Thereafter, during the assessment proceedings of M/s. Kintech Synergy Limited, it was noticed that the assessee was receiving salary in the capacity of Director of the said Company and the assessee was issued two lakhs right shares at face value of Rs.10 in M/s. Kintech Synergy Limited. The Assessing Officer issued a notice under Sec.148 of the Income Tax Act on the ground that the correct Fair Market Value (FMV) of shares allotted to the assessee at Rs.5,10,00,000/- far exceeded the consideration of Rs.20,00,000/- paid for receipt of shares and as per the provisions of Sec.56(2) of the Act, the same should have been taxed in the hands of the assessee.
The Assessing Officer computed the FMV and the shares at Rs.255 per share and held that the differential amount of Rs. 4,90,00,000/- has escaped assessment in the hands of the assessee. The Assessing Officer held that under the provisions of Sec.56(2)(vii)(c) of the Act, Rs.4,90,00,000/- was taxable under the head of income for other sources.
On appeal before the CIT(A), it was contended that the Assessing Officer failed to appreciate that the shares were not “received” by transfer but allotted by way of right shares allotment and hence Sec.56(2)(vii)(c) of the Act cannot be invoked. The CIT(A) partly allowed the appeal of the assessee holding that to the extent that the assessee was allotted right shares proportionate to not existing holding, the provisions of Sec.56(2)(vii)(c) were not applicable and the Fair Market Value for the remaining shares was held to be Rs.205.55 per share.
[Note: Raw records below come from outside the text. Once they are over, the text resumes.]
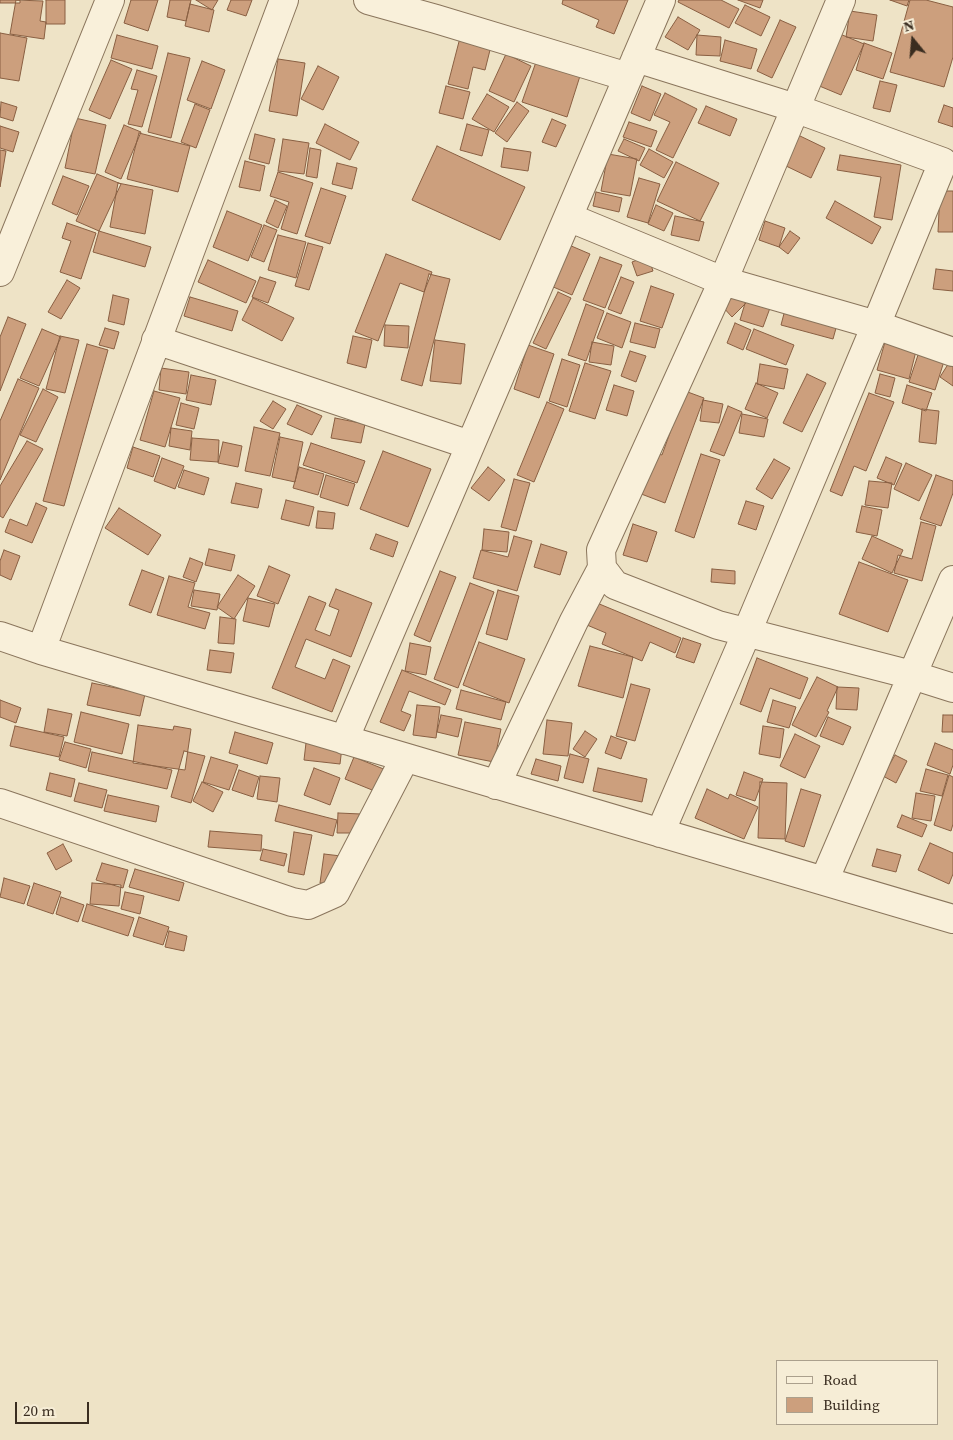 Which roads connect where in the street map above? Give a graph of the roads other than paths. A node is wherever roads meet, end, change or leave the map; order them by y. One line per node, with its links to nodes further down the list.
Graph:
1 (110, 0): 10 (street)
2 (284, 0): 13 (street)
3 (368, 0): 6 (street)
4 (661, 0): 7 (street)
5 (841, 0): 8 (street)
6 (439, 9): 7 (street)
7 (632, 68): 8 (street); 9 (street)
8 (796, 108): 11 (street); 12 (street)
9 (568, 217): 11 (street); 15 (street)
10 (0, 272)
11 (723, 281): 12 (street); 16 (street)
12 (876, 325): 14 (street); 18 (street)
13 (156, 340): 15 (street); 20 (street)
14 (953, 352)
15 (470, 445): 23 (street)
16 (602, 568): 18 (street); 25 (street)
17 (953, 580): 21 (street)
18 (747, 632): 21 (street); 27 (street)
19 (0, 636): 20 (street)
20 (41, 650): 23 (street)
21 (912, 675): 22 (street); 28 (street)
22 (953, 688)
23 (344, 740): 24 (street)
24 (405, 758): 25 (street); 26 (street)
25 (496, 784): 27 (street)
26 (0, 803)
27 (660, 833): 28 (street)
28 (824, 881): 29 (street)
29 (953, 919)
The current shareholding of the assessee of 1,03,000 shares is not covered by provisions of sec.56(2) but in respect of additional shares received by the assessee on renunciation of right shares my wife and father of the assessee, the remaining 82,200 shares and also 14,800 shares allotted to the assessee as a result of third party share-holder renunciation in favour of the assessee, the disallowance on the ground that allotment of additional shares was disproportionate to person share holding of the assessee and hence the provisions of Sec.56(2)(vii)(c) of the Act were not made applicable.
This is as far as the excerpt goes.